The Company's 1991 Stock Option Plan provides for the automatic grant of a
five-year option to purchase 15,000 shares of the Company's Common Stock on the
date any person first becomes a director. These grants to newly elected
directors become exercisable in cumulative increments of one-third each at the
end of 24 months, 36 months, and 48 months from the date of grant. The 1991
Stock Option Plan further provides that on the date of the Company's annual
meeting of stockholders, each director who has served as a director of the
Company for the preceding nine-month period, who is also a member of the Stock
Option Committee, and who is re-elected at such annual meeting, is automatically
granted a five-year option to purchase 6,000 shares of the Company's Common
Stock. The option share grants to such re-elected directors are exercisable in
full at the time of grant.
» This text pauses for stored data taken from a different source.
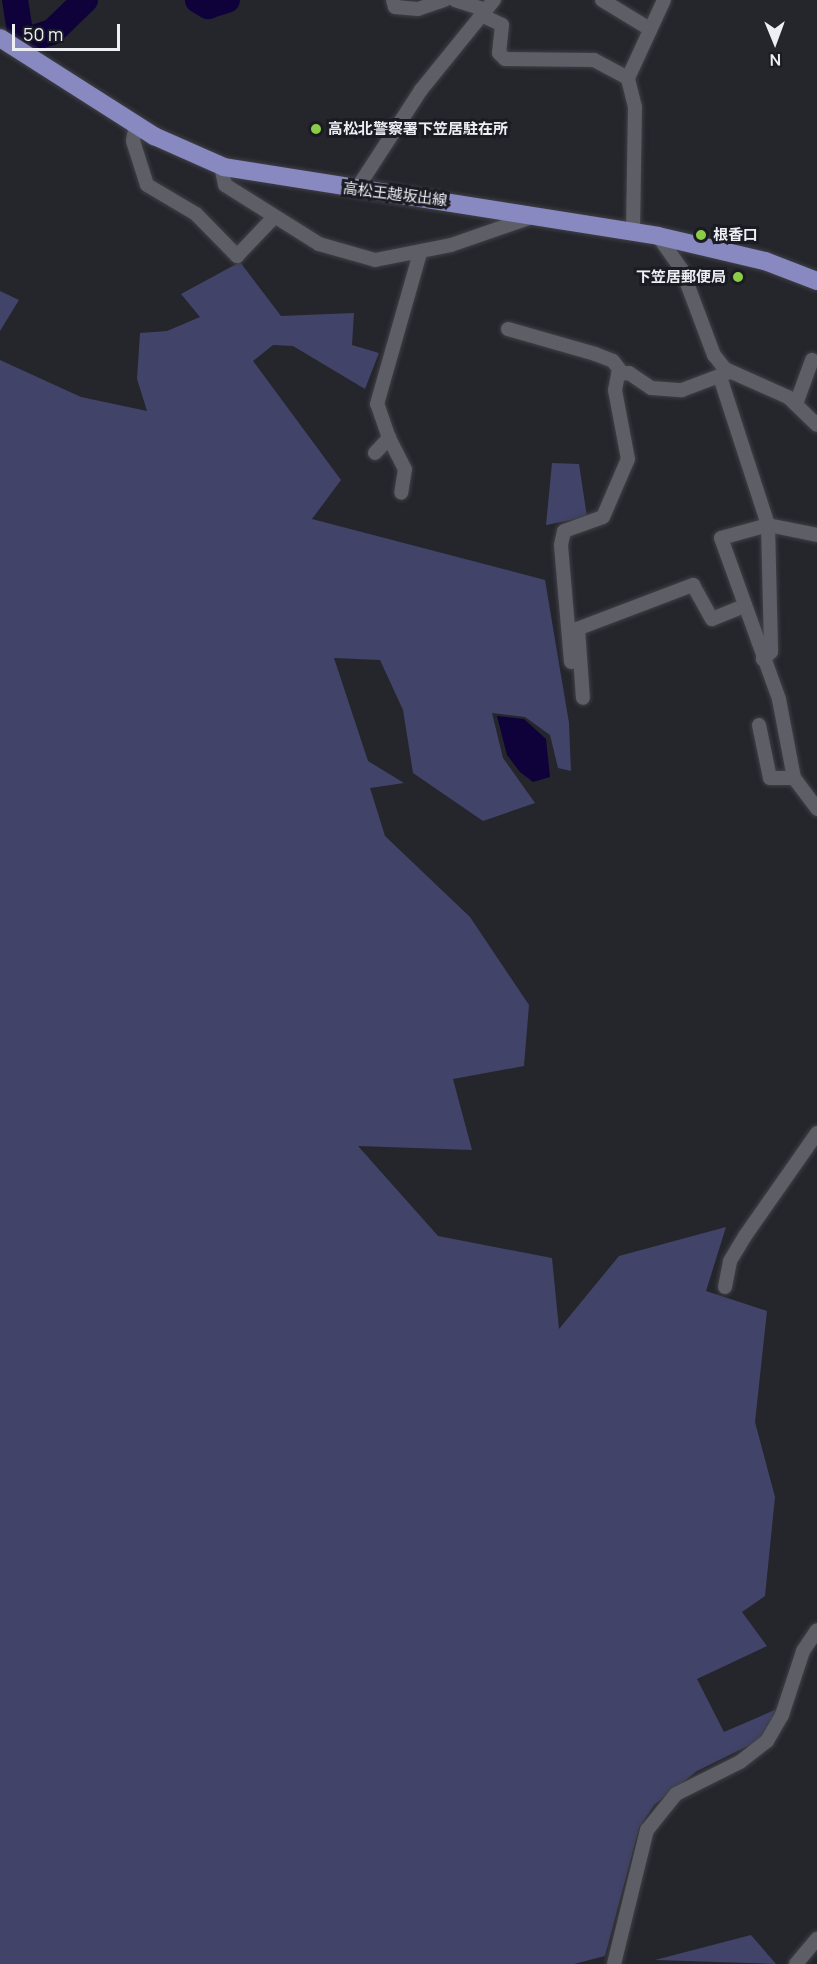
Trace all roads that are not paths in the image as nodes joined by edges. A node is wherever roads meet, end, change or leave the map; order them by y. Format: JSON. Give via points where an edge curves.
{"nodes":[{"id":1,"x":393,"y":0,"type":"edge"},
{"id":2,"x":444,"y":0,"type":"edge"},
{"id":3,"x":455,"y":0,"type":"edge"},
{"id":4,"x":603,"y":0,"type":"edge"},
{"id":5,"x":664,"y":0,"type":"edge"},
{"id":6,"x":487,"y":8,"type":"edge"},
{"id":7,"x":648,"y":28,"type":"junction"},
{"id":8,"x":0,"y":38,"type":"edge"},
{"id":9,"x":628,"y":78,"type":"junction"},
{"id":10,"x":136,"y":124,"type":"junction"},
{"id":11,"x":221,"y":166,"type":"junction"},
{"id":12,"x":356,"y":190,"type":"junction"},
{"id":13,"x":537,"y":215,"type":"junction"},
{"id":14,"x":274,"y":217,"type":"junction"},
{"id":15,"x":633,"y":232,"type":"junction"},
{"id":16,"x":658,"y":236,"type":"junction"},
{"id":17,"x":420,"y":253,"type":"junction"},
{"id":18,"x":817,"y":281,"type":"edge"},
{"id":19,"x":508,"y":329,"type":"dead end"},
{"id":20,"x":812,"y":360,"type":"dead end"},
{"id":21,"x":622,"y":373,"type":"junction"},
{"id":22,"x":725,"y":374,"type":"junction"},
{"id":23,"x":796,"y":404,"type":"junction"},
{"id":24,"x":817,"y":425,"type":"edge"},
{"id":25,"x":389,"y":438,"type":"junction"},
{"id":26,"x":375,"y":453,"type":"dead end"},
{"id":27,"x":401,"y":493,"type":"dead end"},
{"id":28,"x":768,"y":525,"type":"junction"},
{"id":29,"x":817,"y":535,"type":"edge"},
{"id":30,"x":742,"y":607,"type":"junction"},
{"id":31,"x":573,"y":630,"type":"junction"},
{"id":32,"x":764,"y":659,"type":"junction"},
{"id":33,"x":571,"y":662,"type":"dead end"},
{"id":34,"x":583,"y":698,"type":"dead end"},
{"id":35,"x":759,"y":725,"type":"dead end"},
{"id":36,"x":795,"y":778,"type":"junction"},
{"id":37,"x":817,"y":809,"type":"edge"},
{"id":38,"x":817,"y":1133,"type":"edge"},
{"id":39,"x":725,"y":1287,"type":"dead end"},
{"id":40,"x":817,"y":1630,"type":"edge"},
{"id":41,"x":817,"y":1939,"type":"edge"},
{"id":42,"x":614,"y":1964,"type":"edge"},
{"id":43,"x":796,"y":1964,"type":"edge"}],
"edges":[{"from":1,"to":2,"type":"street","via":[[395,7],[418,9]]},
{"from":3,"to":6,"type":"street"},
{"from":4,"to":7,"type":"street"},
{"from":5,"to":7,"type":"street"},
{"from":6,"to":9,"type":"street","via":[[502,25],[499,53],[505,59],[594,60]]},
{"from":6,"to":12,"type":"street","via":[[421,90]]},
{"from":7,"to":9,"type":"street"},
{"from":8,"to":10,"type":"main road","name":"高松王越坂出線"},
{"from":9,"to":15,"type":"street","via":[[635,107]]},
{"from":10,"to":11,"type":"main road","name":"高松王越坂出線"},
{"from":10,"to":14,"type":"street","via":[[133,141],[147,185],[196,214],[237,256]]},
{"from":11,"to":12,"type":"main road","name":"高松王越坂出線"},
{"from":11,"to":14,"type":"street","via":[[225,184]]},
{"from":12,"to":13,"type":"main road","name":"高松王越坂出線"},
{"from":13,"to":15,"type":"main road","name":"高松王越坂出線"},
{"from":13,"to":17,"type":"street"},
{"from":14,"to":17,"type":"street","via":[[351,256],[375,260]]},
{"from":15,"to":16,"type":"main road","name":"高松王越坂出線"},
{"from":16,"to":18,"type":"main road","name":"高松王越坂出線","via":[[765,261]]},
{"from":16,"to":22,"type":"street","via":[[682,270]]},
{"from":17,"to":25,"type":"street","via":[[377,404]]},
{"from":19,"to":21,"type":"street","via":[[595,354],[613,361]]},
{"from":20,"to":23,"type":"street"},
{"from":21,"to":22,"type":"street","via":[[651,388],[682,390]]},
{"from":21,"to":31,"type":"street","via":[[615,390],[628,459],[603,517],[564,531],[561,545]]},
{"from":22,"to":23,"type":"street"},
{"from":22,"to":28,"type":"street"},
{"from":23,"to":24,"type":"street"},
{"from":25,"to":26,"type":"street"},
{"from":25,"to":27,"type":"street","via":[[405,469]]},
{"from":28,"to":29,"type":"street"},
{"from":28,"to":30,"type":"street","via":[[721,538]]},
{"from":28,"to":32,"type":"street","via":[[771,652]]},
{"from":30,"to":31,"type":"street","via":[[712,619],[693,585]]},
{"from":30,"to":32,"type":"street"},
{"from":31,"to":33,"type":"street"},
{"from":31,"to":34,"type":"street"},
{"from":32,"to":36,"type":"street","via":[[778,699]]},
{"from":35,"to":36,"type":"street","via":[[770,778]]},
{"from":36,"to":37,"type":"street"},
{"from":38,"to":39,"type":"street","via":[[730,1261]]},
{"from":40,"to":42,"type":"street","via":[[803,1651],[782,1715],[767,1741],[740,1762],[676,1794],[647,1830]]},
{"from":41,"to":43,"type":"street"}]}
The exercise price for options granted to newly
elected directors and re-elected directors is the fair market value of the
Company's Common Stock on the effective date of the grant of the option.
C. Employment Contracts, Termination of Employment, and Change of Control
Arrangements
None of the Company's executive officers has employment or severance
arrangements with the Company. Under the terms of the 1991 Stock Option Plan,
the Board of Directors and/or Stock Option Committee retains discretion, subject
to certain limits, to modify the terms of outstanding options.
In the event of a merger or sale of assets or like event, the Board of
Directors is empowered to make appropriate adjustments to options under the 1991
Option Plan. The Board of Directors has adopted guidelines specifying the
following as adjustments that it would consider appropriate upon the occurrence
of such an event:
(1) permitting optionees no less than thirty days to exercise the vested
portion of their options;
(2) having the successor corporation either (a) issue to optionees
replacement options for the unvested portions of options, or else (b)
pay deferred compensation on the spread between the value of Company
stock upon the occurrence of such event and the option exercise price
at the time such unvested portion would have vested; and
(3) providing for vesting of 100 percent of the unvested portion for
optionees employed by the Company for at least two years prior to such
event if their employment is terminated within one year of such event
by the successor corporation other than by resignation or for acts of
moral turpitude.
D. Compensation Committee Interlocks and Insider Participation
Jerome Drexler, the Company's Chief Executive Officer, is a member of the
Compensation Committee. The Compensation Committee is responsible for setting
the salaries of the Company's executive officers, other than the Chief Executive
Officer, and for certain other management employees of the Company and its
subsidiaries.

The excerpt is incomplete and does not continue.